*** Data to examine Section Begins ***

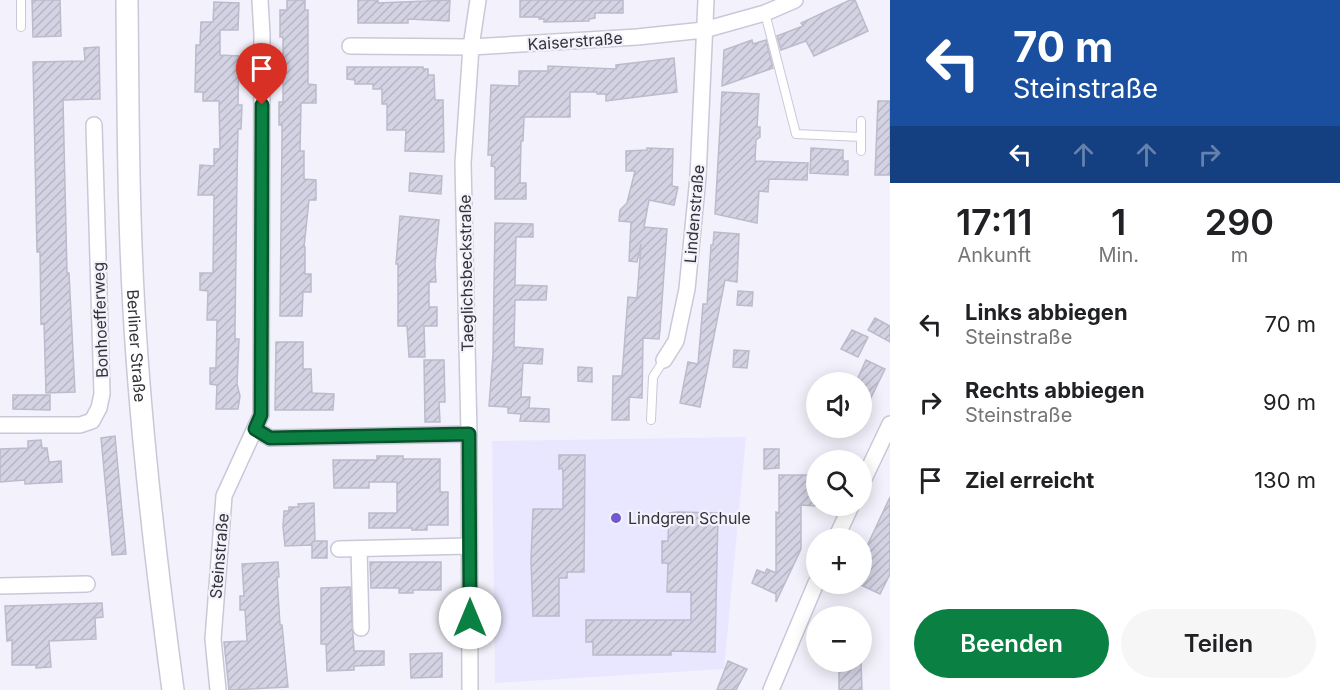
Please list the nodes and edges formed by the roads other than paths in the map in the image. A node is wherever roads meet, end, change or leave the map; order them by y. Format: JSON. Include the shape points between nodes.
{"nodes":[{"id":1,"x":21,"y":0,"type":"edge"},
{"id":2,"x":127,"y":0,"type":"edge"},
{"id":3,"x":260,"y":0,"type":"edge"},
{"id":4,"x":478,"y":0,"type":"edge"},
{"id":5,"x":706,"y":0,"type":"edge"},
{"id":6,"x":795,"y":0,"type":"edge"},
{"id":7,"x":765,"y":13,"type":"junction"},
{"id":8,"x":21,"y":27,"type":"dead end"},
{"id":9,"x":704,"y":30,"type":"junction"},
{"id":10,"x":350,"y":46,"type":"dead end"},
{"id":11,"x":471,"y":47,"type":"junction"},
{"id":12,"x":861,"y":122,"type":"dead end"},
{"id":13,"x":94,"y":125,"type":"dead end"},
{"id":14,"x":861,"y":137,"type":"junction"},
{"id":15,"x":861,"y":151,"type":"dead end"},
{"id":16,"x":664,"y":360,"type":"joint"},
{"id":17,"x":651,"y":420,"type":"dead end"},
{"id":18,"x":890,"y":424,"type":"edge"},
{"id":19,"x":0,"y":425,"type":"edge"},
{"id":20,"x":255,"y":429,"type":"junction"},
{"id":21,"x":469,"y":434,"type":"junction"},
{"id":22,"x":872,"y":462,"type":"edge"},
{"id":23,"x":470,"y":546,"type":"junction"},
{"id":24,"x":339,"y":549,"type":"dead end"},
{"id":25,"x":359,"y":549,"type":"junction"},
{"id":26,"x":87,"y":584,"type":"dead end"},
{"id":27,"x":0,"y":586,"type":"edge"},
{"id":28,"x":811,"y":594,"type":"edge"},
{"id":29,"x":362,"y":628,"type":"dead end"},
{"id":30,"x":173,"y":690,"type":"edge"},
{"id":31,"x":218,"y":690,"type":"edge"},
{"id":32,"x":470,"y":690,"type":"edge"},
{"id":33,"x":771,"y":690,"type":"edge"}],
"edges":[{"from":1,"to":8,"type":"lane"},
{"from":2,"to":30,"type":"main road","name":"Berliner Straße","via":[[128,162],[135,321],[157,570]]},
{"from":3,"to":20,"type":"street","name":"Steinstraße","via":[[261,415]]},
{"from":4,"to":11,"type":"street","name":"Taeglichsbeckstraße"},
{"from":5,"to":9,"type":"street","name":"Lindenstraße"},
{"from":6,"to":7,"type":"street","name":"Kaiserstraße"},
{"from":7,"to":9,"type":"street","name":"Kaiserstraße"},
{"from":7,"to":14,"type":"lane","via":[[796,134]]},
{"from":9,"to":11,"type":"street","name":"Kaiserstraße"},
{"from":9,"to":16,"type":"street","name":"Lindenstraße","via":[[698,177],[687,289],[676,341]]},
{"from":10,"to":11,"type":"street","name":"Kaiserstraße"},
{"from":11,"to":21,"type":"street","name":"Taeglichsbeckstraße","via":[[463,163]]},
{"from":12,"to":14,"type":"lane"},
{"from":13,"to":19,"type":"street","name":"Bonhoefferweg","via":[[102,394],[99,408],[92,421],[80,425]]},
{"from":14,"to":15,"type":"lane"},
{"from":16,"to":17,"type":"lane","name":"Lindenstraße","via":[[653,377]]},
{"from":18,"to":22,"type":"street"},
{"from":20,"to":21,"type":"street","via":[[270,438]]},
{"from":20,"to":31,"type":"street","name":"Steinstraße","via":[[224,496],[213,639]]},
{"from":21,"to":23,"type":"street","name":"Taeglichsbeckstraße"},
{"from":23,"to":25,"type":"street"},
{"from":23,"to":32,"type":"street","name":"Taeglichsbeckstraße"},
{"from":24,"to":25,"type":"street"},
{"from":25,"to":29,"type":"street"},
{"from":26,"to":27,"type":"street"},
{"from":28,"to":33,"type":"street"}]}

*** Data to examine Section Ends ***

§ **Task statement**
Would you show every line in the data above that contains the string "Lindenstraße"?

§ **Problem solution**
{"from":5,"to":9,"type":"street","name":"Lindenstraße"},
{"from":9,"to":16,"type":"street","name":"Lindenstraße","via":[[698,177],[687,289],[676,341]]},
{"from":16,"to":17,"type":"lane","name":"Lindenstraße","via":[[653,377]]},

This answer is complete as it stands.